Taking The Initiative In the Air War
Over the past week Ukraine has received some excellent - if much too delayed - news: NATO as a collective has finally announced an effective doubling of Ukraine’s long range air defense capabilities.
More air defenses will help mitigate the threat of glide bomb attacks as well as improve Ukraine’s efficiency in shooting down incoming missile waves. The new systems set to arrive, along with another pair that Germany donated in August of 2023 and April of 2024, get Ukraine to eight Patriot and two Aster batteries, hopefully by the end of summer. While Ukraine needs a minimum of thirteen and ideally two dozen, ten systems will be enough to protect Kyiv, Kharkiv, Odesa-Mykoloaiv-Kherson and Dnipro-Zaporizhzhia-Krivy Rih with two systems each to ward off ruscist efforts to kill them. That leave two others operating in wandering mode, probably in Donbas, while giving each battery pair enough reserves to deploy its own forward team to enhance coverage near the front lines.

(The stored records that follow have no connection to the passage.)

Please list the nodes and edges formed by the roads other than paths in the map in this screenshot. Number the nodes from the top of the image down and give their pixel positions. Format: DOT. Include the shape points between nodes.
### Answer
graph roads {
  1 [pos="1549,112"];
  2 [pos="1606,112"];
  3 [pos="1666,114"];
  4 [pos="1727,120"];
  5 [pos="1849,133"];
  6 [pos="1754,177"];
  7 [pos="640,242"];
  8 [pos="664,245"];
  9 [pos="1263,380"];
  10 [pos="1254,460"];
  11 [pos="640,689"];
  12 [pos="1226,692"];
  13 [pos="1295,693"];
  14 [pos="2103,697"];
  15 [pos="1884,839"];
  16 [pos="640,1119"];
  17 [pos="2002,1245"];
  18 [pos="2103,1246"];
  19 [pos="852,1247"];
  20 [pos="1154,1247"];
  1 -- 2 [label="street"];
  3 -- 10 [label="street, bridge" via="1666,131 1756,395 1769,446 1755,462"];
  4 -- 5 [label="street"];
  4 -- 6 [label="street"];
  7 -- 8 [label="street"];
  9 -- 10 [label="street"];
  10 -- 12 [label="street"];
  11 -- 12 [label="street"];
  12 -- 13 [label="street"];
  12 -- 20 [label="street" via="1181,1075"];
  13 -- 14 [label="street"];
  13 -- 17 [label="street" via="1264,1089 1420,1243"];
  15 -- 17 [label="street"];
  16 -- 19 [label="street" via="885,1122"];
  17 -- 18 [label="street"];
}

AWACS aircraft and F-16s will cover the blind spots terrain leaves in any ground based system’s radar coverage. The former will use their 400km max range radars to peer 100-150km behind orc lines from a safe distance behind their own and guide missiles launched by F-16s to their appointed meeting with orc Sukhois. So far Ukrainian analysts have mostly been setting the expectation that the F-16s will get the AIM-120D model with its 160km+ range, and even if each Viper only flies with two in addition to four of the C variant with its shorter 100km range, that will allow a Ukrainian pilot 50km behind the front to make the orcs pay for attempts to offer close air support.
Trying to attack Ukraine’s own jets won’t work well because ruscists will have to enter the range of Ukrainian weapons to shoot them down. The winner in that joust is the pilot with better situational awareness and ECM. The diagram below gives a sense of how this fight looks - in effect, Ukraine is expanding the aerial gray zone deep into ruscist territory.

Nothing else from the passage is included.